Problem description:
Write out every record below exactly as it stands, leaving the pictures out.

BEGIN

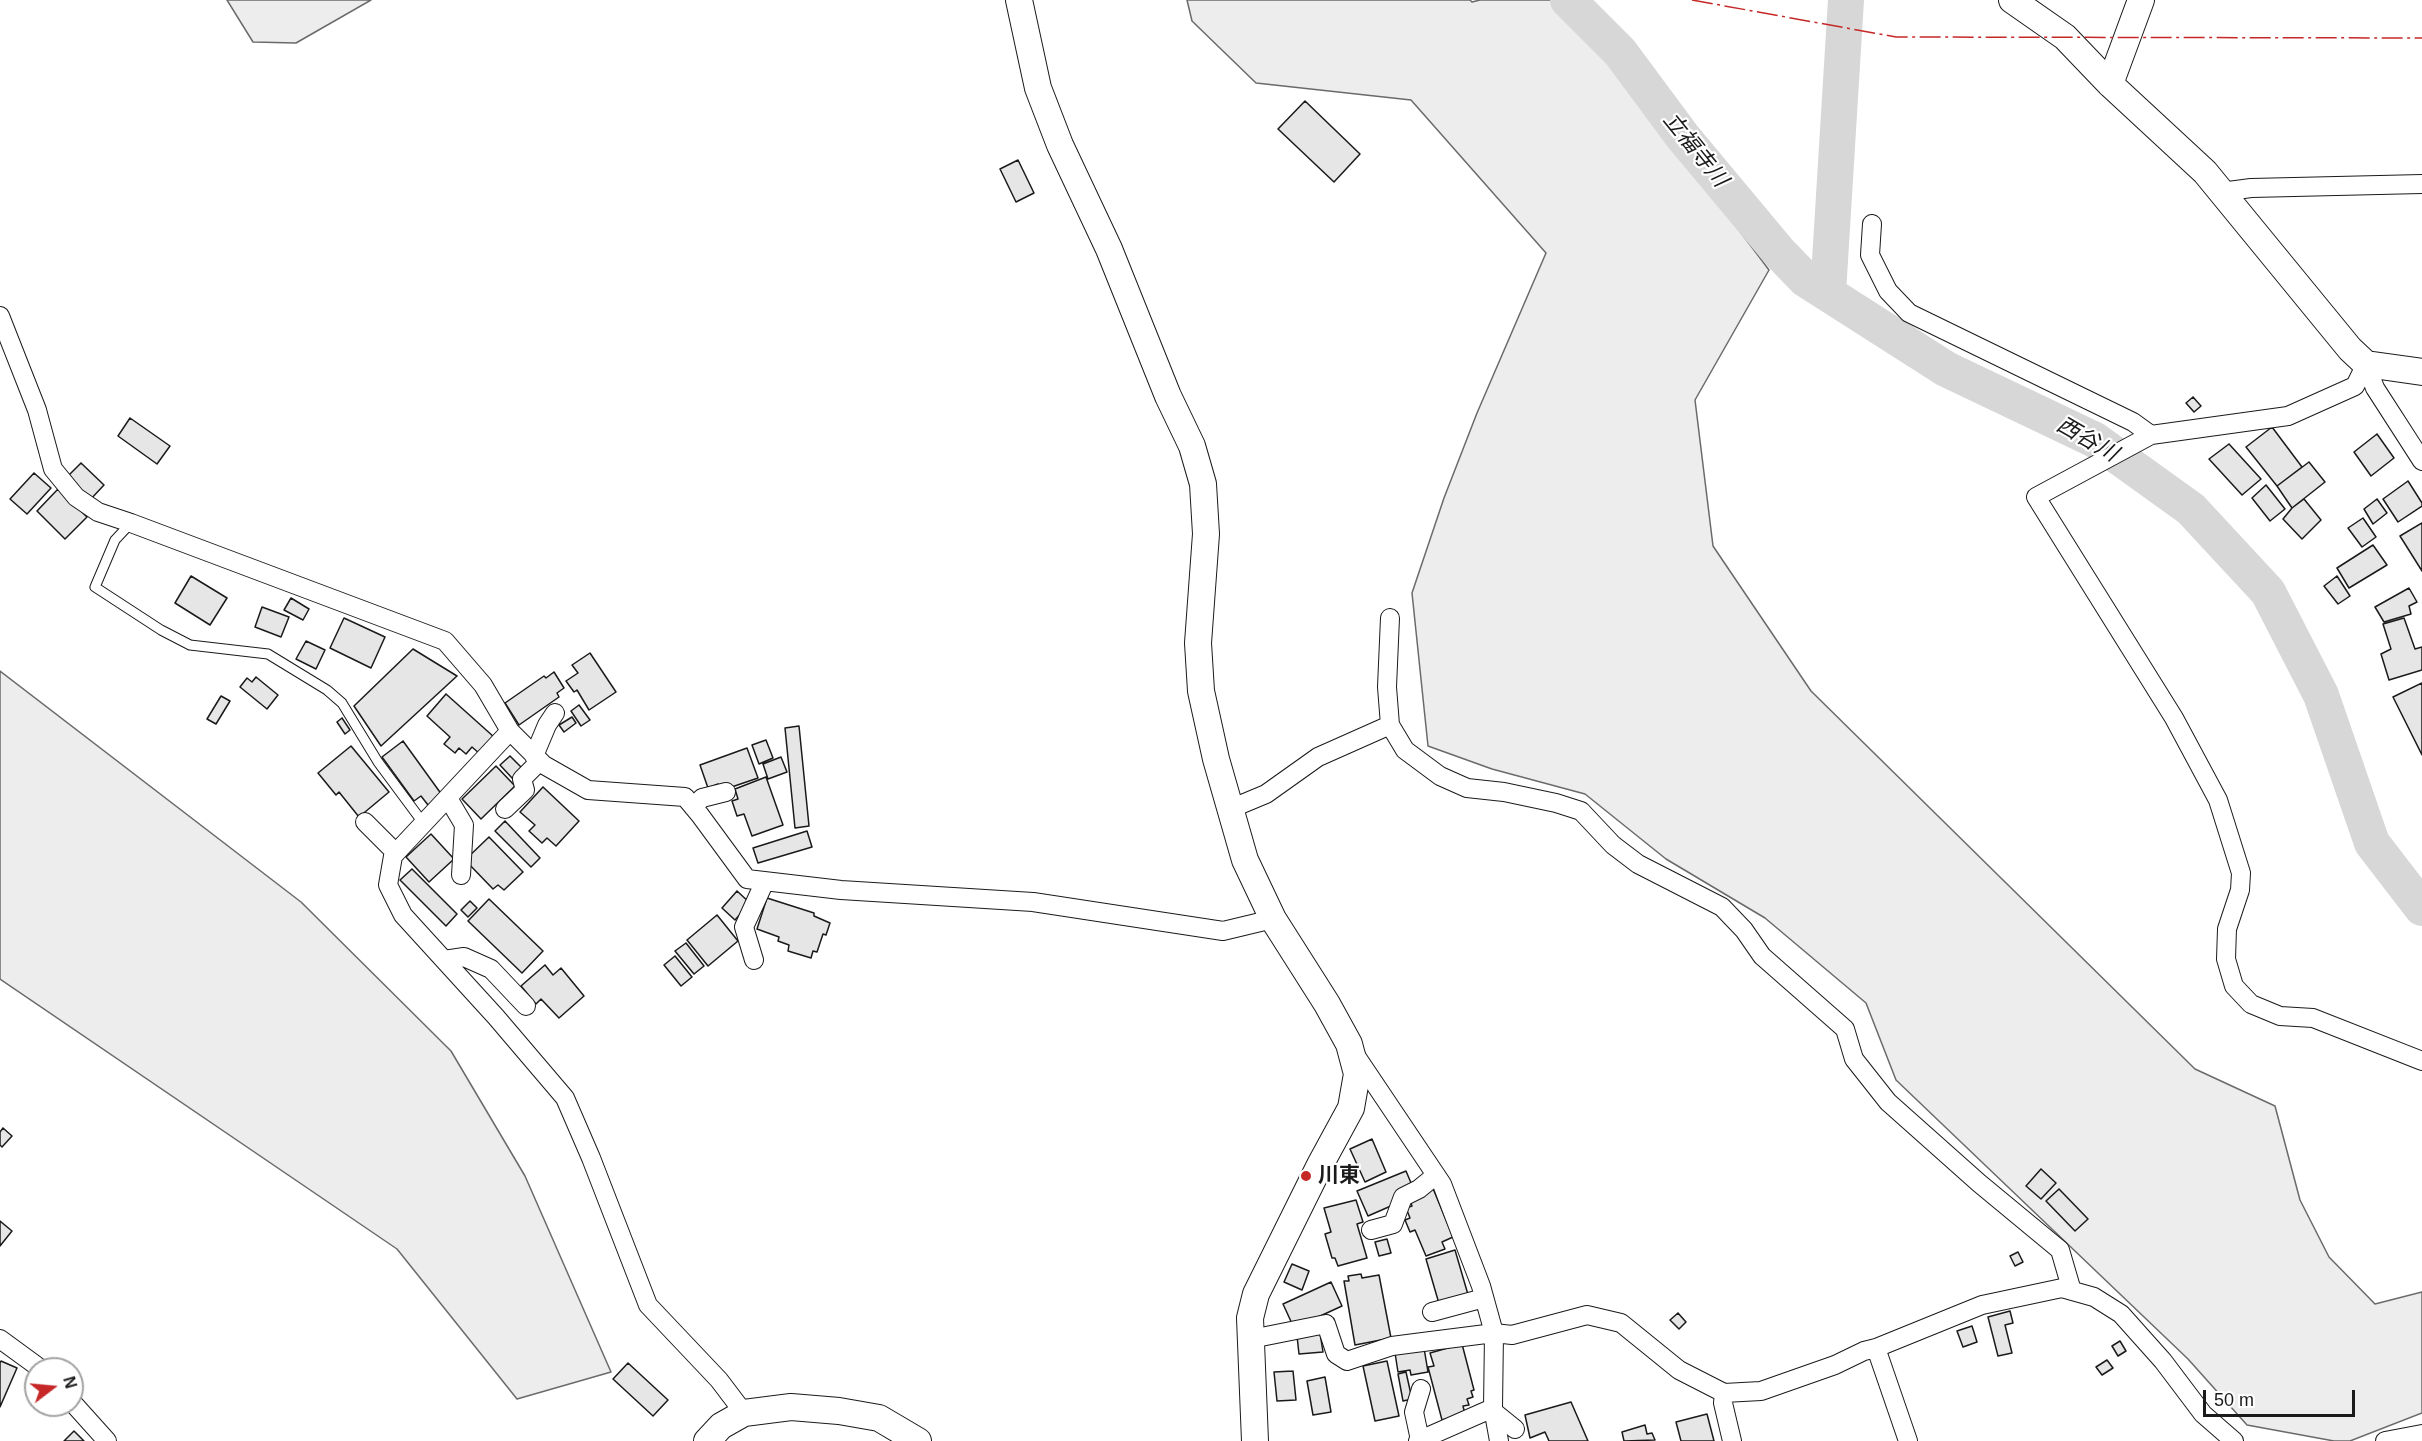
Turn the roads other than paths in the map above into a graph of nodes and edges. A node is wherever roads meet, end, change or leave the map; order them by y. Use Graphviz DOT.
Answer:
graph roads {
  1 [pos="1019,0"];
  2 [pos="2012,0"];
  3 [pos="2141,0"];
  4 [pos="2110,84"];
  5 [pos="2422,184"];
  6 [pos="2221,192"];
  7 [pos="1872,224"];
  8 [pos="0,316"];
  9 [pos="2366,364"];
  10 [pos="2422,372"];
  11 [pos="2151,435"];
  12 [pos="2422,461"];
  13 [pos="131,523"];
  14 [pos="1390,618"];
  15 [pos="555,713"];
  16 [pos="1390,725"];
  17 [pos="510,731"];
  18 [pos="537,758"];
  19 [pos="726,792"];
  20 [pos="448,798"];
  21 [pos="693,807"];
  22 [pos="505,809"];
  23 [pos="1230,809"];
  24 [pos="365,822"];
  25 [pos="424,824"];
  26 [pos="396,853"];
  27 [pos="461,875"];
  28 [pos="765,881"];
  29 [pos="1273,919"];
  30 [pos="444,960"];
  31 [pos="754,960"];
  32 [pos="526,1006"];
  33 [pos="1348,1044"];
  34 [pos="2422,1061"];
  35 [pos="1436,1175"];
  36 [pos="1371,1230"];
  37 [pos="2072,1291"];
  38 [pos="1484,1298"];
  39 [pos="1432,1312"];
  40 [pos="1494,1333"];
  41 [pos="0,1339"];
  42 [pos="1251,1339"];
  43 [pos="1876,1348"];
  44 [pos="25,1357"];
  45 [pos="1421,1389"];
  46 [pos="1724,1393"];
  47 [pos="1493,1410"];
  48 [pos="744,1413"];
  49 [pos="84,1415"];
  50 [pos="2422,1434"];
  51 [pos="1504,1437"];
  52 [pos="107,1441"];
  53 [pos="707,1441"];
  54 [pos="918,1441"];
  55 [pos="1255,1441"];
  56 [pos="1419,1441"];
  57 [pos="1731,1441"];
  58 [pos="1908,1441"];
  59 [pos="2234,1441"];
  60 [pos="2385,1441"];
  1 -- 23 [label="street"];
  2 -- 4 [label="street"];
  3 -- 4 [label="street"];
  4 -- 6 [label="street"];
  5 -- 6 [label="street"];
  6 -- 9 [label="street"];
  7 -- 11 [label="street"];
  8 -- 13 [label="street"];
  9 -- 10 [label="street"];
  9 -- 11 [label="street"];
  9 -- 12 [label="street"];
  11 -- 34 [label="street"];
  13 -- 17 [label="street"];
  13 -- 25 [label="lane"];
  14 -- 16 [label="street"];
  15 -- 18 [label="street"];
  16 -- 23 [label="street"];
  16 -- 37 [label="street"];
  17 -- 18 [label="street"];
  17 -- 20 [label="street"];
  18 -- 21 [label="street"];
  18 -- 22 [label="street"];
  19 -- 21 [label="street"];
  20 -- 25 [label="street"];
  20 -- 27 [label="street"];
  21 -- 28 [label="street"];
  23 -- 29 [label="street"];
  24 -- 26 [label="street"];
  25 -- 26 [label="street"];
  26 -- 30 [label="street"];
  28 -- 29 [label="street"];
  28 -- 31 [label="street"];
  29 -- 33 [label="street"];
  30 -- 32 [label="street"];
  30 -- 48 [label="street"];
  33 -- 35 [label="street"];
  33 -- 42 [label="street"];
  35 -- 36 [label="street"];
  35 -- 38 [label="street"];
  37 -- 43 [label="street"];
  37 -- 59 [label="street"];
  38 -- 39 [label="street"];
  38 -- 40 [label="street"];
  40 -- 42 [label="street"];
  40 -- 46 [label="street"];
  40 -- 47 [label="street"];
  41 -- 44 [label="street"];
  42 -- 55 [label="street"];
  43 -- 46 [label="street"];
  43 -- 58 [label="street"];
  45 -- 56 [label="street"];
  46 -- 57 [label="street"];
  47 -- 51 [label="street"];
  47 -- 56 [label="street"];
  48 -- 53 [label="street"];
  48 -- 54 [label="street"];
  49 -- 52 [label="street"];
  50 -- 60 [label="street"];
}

END

Solved exercise:
Turn the roads other than paths in the map above into a graph of nodes and edges. A node is wherever roads meet, end, change or leave the map; order them by y. Use Graphviz DOT.
Answer:
graph roads {
  1 [pos="1019,0"];
  2 [pos="2012,0"];
  3 [pos="2141,0"];
  4 [pos="2110,84"];
  5 [pos="2422,184"];
  6 [pos="2221,192"];
  7 [pos="1872,224"];
  8 [pos="0,316"];
  9 [pos="2366,364"];
  10 [pos="2422,372"];
  11 [pos="2151,435"];
  12 [pos="2422,461"];
  13 [pos="131,523"];
  14 [pos="1390,618"];
  15 [pos="555,713"];
  16 [pos="1390,725"];
  17 [pos="510,731"];
  18 [pos="537,758"];
  19 [pos="726,792"];
  20 [pos="448,798"];
  21 [pos="693,807"];
  22 [pos="505,809"];
  23 [pos="1230,809"];
  24 [pos="365,822"];
  25 [pos="424,824"];
  26 [pos="396,853"];
  27 [pos="461,875"];
  28 [pos="765,881"];
  29 [pos="1273,919"];
  30 [pos="444,960"];
  31 [pos="754,960"];
  32 [pos="526,1006"];
  33 [pos="1348,1044"];
  34 [pos="2422,1061"];
  35 [pos="1436,1175"];
  36 [pos="1371,1230"];
  37 [pos="2072,1291"];
  38 [pos="1484,1298"];
  39 [pos="1432,1312"];
  40 [pos="1494,1333"];
  41 [pos="0,1339"];
  42 [pos="1251,1339"];
  43 [pos="1876,1348"];
  44 [pos="25,1357"];
  45 [pos="1421,1389"];
  46 [pos="1724,1393"];
  47 [pos="1493,1410"];
  48 [pos="744,1413"];
  49 [pos="84,1415"];
  50 [pos="2422,1434"];
  51 [pos="1504,1437"];
  52 [pos="107,1441"];
  53 [pos="707,1441"];
  54 [pos="918,1441"];
  55 [pos="1255,1441"];
  56 [pos="1419,1441"];
  57 [pos="1731,1441"];
  58 [pos="1908,1441"];
  59 [pos="2234,1441"];
  60 [pos="2385,1441"];
  1 -- 23 [label="street"];
  2 -- 4 [label="street"];
  3 -- 4 [label="street"];
  4 -- 6 [label="street"];
  5 -- 6 [label="street"];
  6 -- 9 [label="street"];
  7 -- 11 [label="street"];
  8 -- 13 [label="street"];
  9 -- 10 [label="street"];
  9 -- 11 [label="street"];
  9 -- 12 [label="street"];
  11 -- 34 [label="street"];
  13 -- 17 [label="street"];
  13 -- 25 [label="lane"];
  14 -- 16 [label="street"];
  15 -- 18 [label="street"];
  16 -- 23 [label="street"];
  16 -- 37 [label="street"];
  17 -- 18 [label="street"];
  17 -- 20 [label="street"];
  18 -- 21 [label="street"];
  18 -- 22 [label="street"];
  19 -- 21 [label="street"];
  20 -- 25 [label="street"];
  20 -- 27 [label="street"];
  21 -- 28 [label="street"];
  23 -- 29 [label="street"];
  24 -- 26 [label="street"];
  25 -- 26 [label="street"];
  26 -- 30 [label="street"];
  28 -- 29 [label="street"];
  28 -- 31 [label="street"];
  29 -- 33 [label="street"];
  30 -- 32 [label="street"];
  30 -- 48 [label="street"];
  33 -- 35 [label="street"];
  33 -- 42 [label="street"];
  35 -- 36 [label="street"];
  35 -- 38 [label="street"];
  37 -- 43 [label="street"];
  37 -- 59 [label="street"];
  38 -- 39 [label="street"];
  38 -- 40 [label="street"];
  40 -- 42 [label="street"];
  40 -- 46 [label="street"];
  40 -- 47 [label="street"];
  41 -- 44 [label="street"];
  42 -- 55 [label="street"];
  43 -- 46 [label="street"];
  43 -- 58 [label="street"];
  45 -- 56 [label="street"];
  46 -- 57 [label="street"];
  47 -- 51 [label="street"];
  47 -- 56 [label="street"];
  48 -- 53 [label="street"];
  48 -- 54 [label="street"];
  49 -- 52 [label="street"];
  50 -- 60 [label="street"];
}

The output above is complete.